本发明公开了一种短DNA片段3’端生物素标记的方法,包括:(1)以待标记DNA片段单链为短链,设计与短链部分互补的DNA单链为长链,所述长链从5’端到3’端方向包括第一序列和第二序列,所述第一序列与短链互补,且第一序列与短链互补配对后在第一序列5’端留出一个A碱基;(2)配制DNA标记的反应体系;(3)利用PCR仪进行DNA标记反应。本发明通过普通taq酶在短DNA片段3’端快速标记上生物素的方式,快速便捷地获得用于检测microRNA的Northern blot探针。该方法操作简单方便,周期短,成本低,实用性强。

Description

一种短DNA片段3’端生物素标记的方法
技术领域
本发明属于分子生物学领域,具体涉及一种短DNA片段3’端生物素标记的方法。
背景技术
DNA探针标记是分子生物学和基因工程研究中一种重要的实验技术,如用带有生物素标记的探针去检测某个基因的表达。探针一般可由生物公司直接合成带有标记的引物(单链DNA),或者购买相关试剂盒(参考碧云天EMSA探针生物素标记试剂盒货号GS008)对合成的引物进行标记。但是生物公司直接合成带有标记的探针价格昂贵、周期较长且合成的一个只能单一使用;而利用购买的现有试剂盒进行标记核酸互补序列,虽然周期较短,可灵活标记不同探针,但是受限于目前试剂盒的价格依然较贵、且次数有限以及步骤繁琐等。

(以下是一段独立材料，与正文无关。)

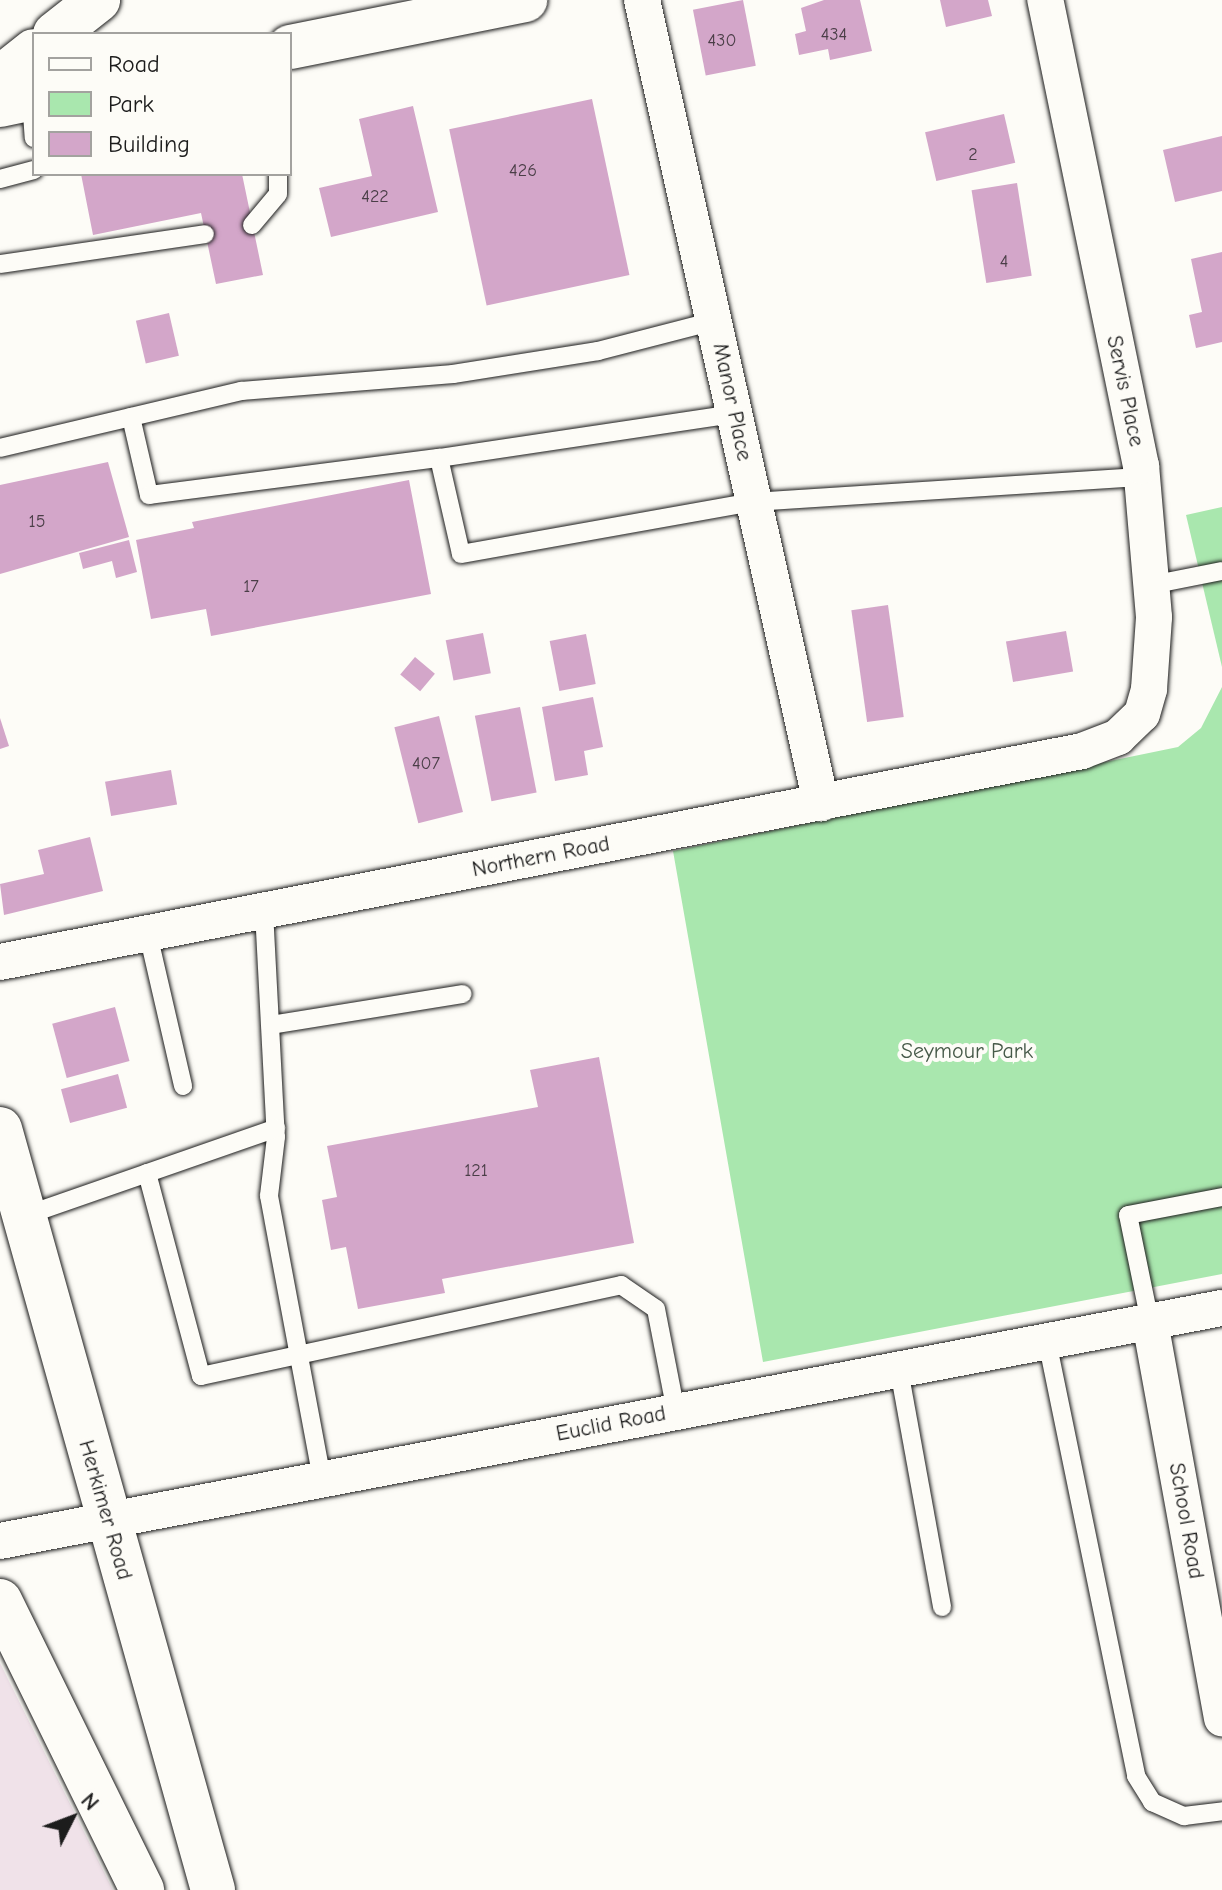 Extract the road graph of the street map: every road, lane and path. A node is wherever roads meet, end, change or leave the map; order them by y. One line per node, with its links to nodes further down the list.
1 (98, 0): 5 (main road)
2 (525, 0): 6 (main road)
3 (642, 0): 15 (street, Manor Place)
4 (1045, 0): 20 (street, Servis Place)
5 (58, 32)
6 (292, 47)
7 (32, 59): 8 (main road)
8 (20, 104)
9 (32, 171): 11 (lane)
10 (278, 176): 12 (lane)
11 (0, 179)
12 (252, 225)
13 (205, 234): 14 (lane)
14 (0, 264)
15 (714, 321): 16 (street, Manor Place); 17 (lane)
16 (734, 414): 19 (lane); 21 (street, Manor Place)
17 (131, 417): 18 (lane); 19 (lane)
18 (0, 448)
19 (439, 458): 21 (lane)
20 (1142, 477): 21 (lane); 23 (street, Servis Place)
21 (754, 502): 25 (street, Manor Place)
22 (1222, 571): 23 (lane)
23 (1151, 585): 24 (street, Servis Place)
24 (1082, 751): 25 (street, Northern Road)
25 (821, 803): 26 (street, Northern Road)
26 (264, 911): 27 (street, Northern Road); 30 (lane)
27 (148, 934): 28 (street, Northern Road); 31 (lane)
28 (0, 962)
29 (463, 994): 30 (lane)
30 (271, 1025): 32 (lane)
31 (183, 1086)
32 (276, 1128): 34 (lane); 40 (lane)
33 (0, 1129): 36 (main road, Herkimer Road)
34 (147, 1173): 36 (lane); 40 (lane)
35 (1222, 1197): 38 (lane)
36 (24, 1216): 44 (main road, Herkimer Road)
37 (1222, 1308): 38 (street, Euclid Road)
38 (1150, 1322): 39 (street, Euclid Road); 48 (street, School Road)
39 (1047, 1341): 41 (street, Euclid Road); 49 (lane)
40 (299, 1356): 42 (lane); 43 (lane)
41 (899, 1370): 42 (street, Euclid Road); 47 (lane)
42 (676, 1412): 43 (street, Euclid Road)
43 (322, 1479): 44 (street, Euclid Road)
44 (108, 1520): 45 (street, Euclid Road); 51 (main road, Herkimer Road)
45 (0, 1541)
46 (0, 1601): 50 (main road)
47 (942, 1607)
48 (1222, 1719)
49 (1222, 1811)
50 (142, 1890)
51 (213, 1890) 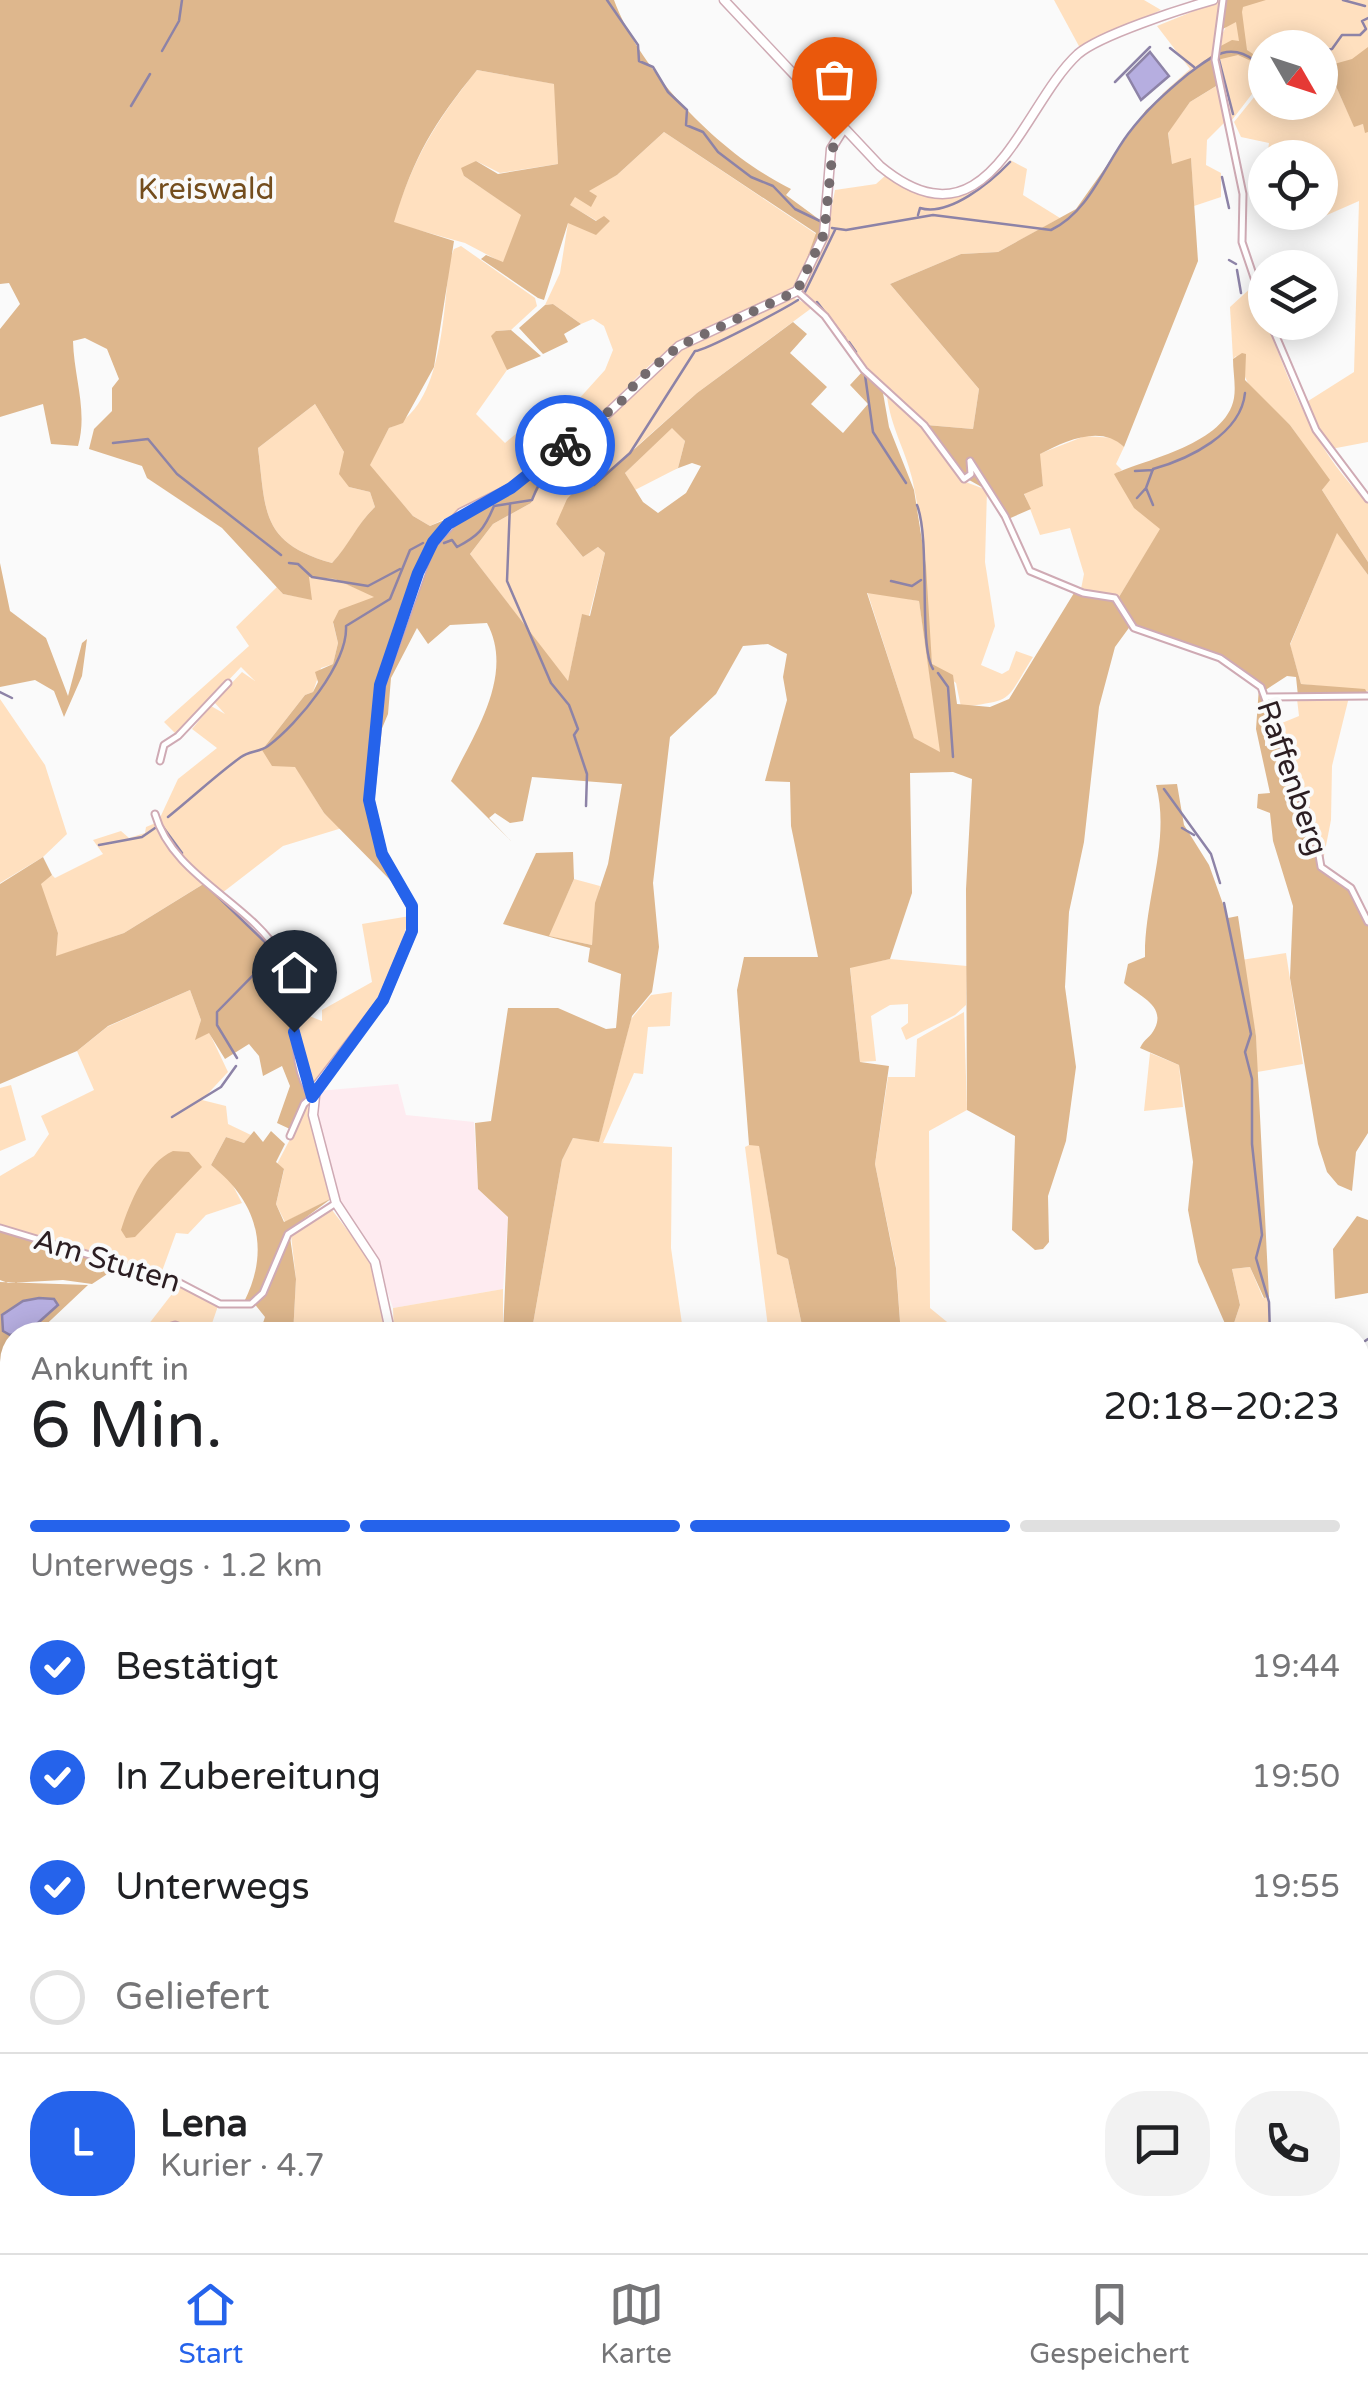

因此,开发一种快速、低成本的利用生物素标记的DNA探针方法具有重要意义。
发明内容
为了解决现有技术中的不足,本发明旨在提供一种短DNA片段3’端生物素标记的方法,该方法利用Taq酶能够从5’→3’端进行复制且耐高温的特性,设计与待标记DNA单链部分互补的长链DNA单链,且利用长链和短链部分互补并在末尾留出与U互补的A碱基(见模式图1),使得强制给短链3’端添加上带有生物素的U。具体技术方案如下:
本发明第一方面提供一种短DNA片段3’端生物素标记的方法,包括如下步骤:
(1)以待标记DNA片段单链为短链,设计与短链部分互补的DNA单链为长链,所述长链从5’端到3’端方向包括第一序列和第二序列,所述第一序列与短链互补,且第一序列与短链互补配对后在第一序列5’端留出一个A碱基;
(2)配制DNA标记的反应体系;
Figure BDA0003614909510000011
(3)利用PCR仪进行DNA标记反应,反应条件如下,反应结束后,即得3’端生物素标记的DNA片段;
Figure BDA0003614909510000021
进一步地,所述短链的长度为18-24bp;
所述长链的长度为50-59bp。
进一步地,所述短链的浓度为5-10mM;
所述长链的浓度为5-10mM。
进一步地,所述Taq酶选自rTaq。
本发明第二方面提供一种DNA 3’端生物素标记的试剂盒,其包括Taq酶、Taq酶Buffer、Biotin-11-dUTP和RNase free H2O。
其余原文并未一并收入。